Cut and lift is another technique that removes pipeline sections effectively. The method applies to pipes of all the diameters. Pipelines are cut into sections subsea using remotely operated cutting tools, or driver operated cutting tools, and these parts are removed for recovery to the surface vessel with the help of an onboard crane. This method is widely used in the removal of short pipelines or sections of the pipelines or when there is need to remove discrete sections under a decommissioning plan("Decommissioning of pipelines in the North Sea Region," 2013). When it becomes expensive to hire major removal equipment or when it is impractical to remove sections of the pipelines, the method is the most preferred option for short pipelines.
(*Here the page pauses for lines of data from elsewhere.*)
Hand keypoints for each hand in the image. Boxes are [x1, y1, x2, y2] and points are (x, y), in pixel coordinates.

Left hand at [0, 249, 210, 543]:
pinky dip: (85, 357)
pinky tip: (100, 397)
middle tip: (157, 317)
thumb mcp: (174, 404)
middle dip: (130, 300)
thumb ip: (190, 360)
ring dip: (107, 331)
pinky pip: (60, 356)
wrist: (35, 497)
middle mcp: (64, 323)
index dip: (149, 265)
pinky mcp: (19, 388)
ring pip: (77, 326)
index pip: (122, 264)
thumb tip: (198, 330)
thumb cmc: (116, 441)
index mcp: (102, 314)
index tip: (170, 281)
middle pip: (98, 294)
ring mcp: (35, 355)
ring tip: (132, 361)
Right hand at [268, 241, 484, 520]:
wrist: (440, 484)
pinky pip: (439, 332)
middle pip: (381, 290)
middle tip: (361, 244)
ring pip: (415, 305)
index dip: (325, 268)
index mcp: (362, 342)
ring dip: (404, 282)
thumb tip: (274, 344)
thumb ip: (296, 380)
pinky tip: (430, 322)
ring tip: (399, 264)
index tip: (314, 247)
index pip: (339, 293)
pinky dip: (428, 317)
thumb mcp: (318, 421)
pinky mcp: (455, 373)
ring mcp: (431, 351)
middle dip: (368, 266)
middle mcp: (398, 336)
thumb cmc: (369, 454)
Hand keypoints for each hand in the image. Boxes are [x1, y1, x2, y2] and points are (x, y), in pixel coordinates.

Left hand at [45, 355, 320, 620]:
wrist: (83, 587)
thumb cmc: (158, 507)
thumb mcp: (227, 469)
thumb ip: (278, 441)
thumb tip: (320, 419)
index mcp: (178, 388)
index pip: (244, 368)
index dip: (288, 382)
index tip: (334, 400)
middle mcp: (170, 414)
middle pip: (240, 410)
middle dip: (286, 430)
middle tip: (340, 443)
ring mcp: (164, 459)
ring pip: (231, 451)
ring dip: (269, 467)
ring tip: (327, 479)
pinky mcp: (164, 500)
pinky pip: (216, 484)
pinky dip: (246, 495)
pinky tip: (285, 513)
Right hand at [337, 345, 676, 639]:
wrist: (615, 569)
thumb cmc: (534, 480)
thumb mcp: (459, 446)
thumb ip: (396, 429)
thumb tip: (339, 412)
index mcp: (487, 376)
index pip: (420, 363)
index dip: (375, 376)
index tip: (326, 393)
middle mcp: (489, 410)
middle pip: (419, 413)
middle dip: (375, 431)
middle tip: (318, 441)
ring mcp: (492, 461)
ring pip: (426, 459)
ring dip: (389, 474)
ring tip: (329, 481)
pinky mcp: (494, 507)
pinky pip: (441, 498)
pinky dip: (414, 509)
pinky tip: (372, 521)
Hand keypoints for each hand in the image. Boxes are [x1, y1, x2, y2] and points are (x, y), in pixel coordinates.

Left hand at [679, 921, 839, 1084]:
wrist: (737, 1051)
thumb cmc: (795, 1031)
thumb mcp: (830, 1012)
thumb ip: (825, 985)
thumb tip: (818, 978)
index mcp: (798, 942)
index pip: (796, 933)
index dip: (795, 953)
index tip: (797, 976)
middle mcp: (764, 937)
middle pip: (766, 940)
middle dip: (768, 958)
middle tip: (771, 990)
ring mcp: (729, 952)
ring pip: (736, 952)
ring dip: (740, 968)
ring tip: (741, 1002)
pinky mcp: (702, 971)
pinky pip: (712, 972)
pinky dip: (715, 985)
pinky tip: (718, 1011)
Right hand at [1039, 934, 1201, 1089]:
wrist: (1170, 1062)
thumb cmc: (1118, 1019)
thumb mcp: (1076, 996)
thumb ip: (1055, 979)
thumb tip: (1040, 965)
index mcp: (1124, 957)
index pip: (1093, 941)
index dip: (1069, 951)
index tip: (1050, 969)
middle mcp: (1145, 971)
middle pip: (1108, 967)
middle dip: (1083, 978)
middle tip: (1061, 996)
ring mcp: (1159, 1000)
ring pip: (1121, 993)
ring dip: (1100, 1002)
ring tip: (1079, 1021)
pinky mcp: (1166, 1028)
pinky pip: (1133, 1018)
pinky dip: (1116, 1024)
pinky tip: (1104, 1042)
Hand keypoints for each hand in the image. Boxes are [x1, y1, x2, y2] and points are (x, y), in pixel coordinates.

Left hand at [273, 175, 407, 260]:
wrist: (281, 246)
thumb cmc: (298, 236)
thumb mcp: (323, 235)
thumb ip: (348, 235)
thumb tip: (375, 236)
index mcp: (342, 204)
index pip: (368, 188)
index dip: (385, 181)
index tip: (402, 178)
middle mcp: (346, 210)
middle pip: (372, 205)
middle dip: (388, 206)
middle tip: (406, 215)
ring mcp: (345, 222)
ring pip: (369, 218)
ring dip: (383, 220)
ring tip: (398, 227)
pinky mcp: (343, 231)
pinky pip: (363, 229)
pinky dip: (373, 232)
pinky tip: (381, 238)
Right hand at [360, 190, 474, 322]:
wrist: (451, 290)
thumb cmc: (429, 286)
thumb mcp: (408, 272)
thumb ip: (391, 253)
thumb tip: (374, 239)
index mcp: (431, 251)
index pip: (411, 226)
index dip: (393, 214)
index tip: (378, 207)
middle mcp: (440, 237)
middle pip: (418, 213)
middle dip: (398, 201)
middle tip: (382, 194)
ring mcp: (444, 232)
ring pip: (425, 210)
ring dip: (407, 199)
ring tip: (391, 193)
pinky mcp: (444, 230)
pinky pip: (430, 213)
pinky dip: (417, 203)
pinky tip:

Cost for Abandonment in Jordan

The Jordan oil and gas industry sets strictly regulatory authorities that provide guidelines that companies must follow in the abandonment of oil and gas pipelines in an economical manner, sound, and safe environment.

The costs for abandonment facility are quite significant and largely depend on a broad scope of costs. These include the costs of environmental consequences and the traditional costs involved of the intangible items such as the public image of the company(Speight, 2012). While a company prepares to make abandonment, all these costs are a consideration. The resources required for the abandonment process largely contribute to the expenses of the abandonment. It also depends on the extents of reclamation and remediation work required and more importantly the value of the salvage material(Speight, 2012). Proponents have the role of considering the expenses associated with potential future remediation, monitoring a site, possible consequences of the abandonment and legal issues that may arise later. Dynamics in the environmental regulations may raise the abandonment costs to ensure that the owner or the operator has no responsibility after the prescribed monitoring period.

References

• Decommissioning of pipelines in the North Sea Region. (2013). Retrieved 13 April 2017, from http://oilandgasuk.co.uk/wp-content/uploads/2015/04/pipelines-pdf.pdf

• Ekins, P., Vanner, R., &Firebrace, J. (2006). Decommissioning of offshore oil and gas facilities: A comparative assessment of different scenarios. Journal of Environmental Management, 79(4), 420-438. http://dx.doi.org/10.1016/j.jenvman.2005.08.023

• Jordan, China in $2.5 bndealfor the oil-shale plant. (2017). Fox News. Retrieved 13 April 2017, from http://www.foxnews.com/world/2013/09/19/jordan-china-in-25-bn-deal-for-oil-shale-plant.html

• Speight, J. (2012). Shale Oil Production Processes (1st ed.). Burlington: Elsevier Science.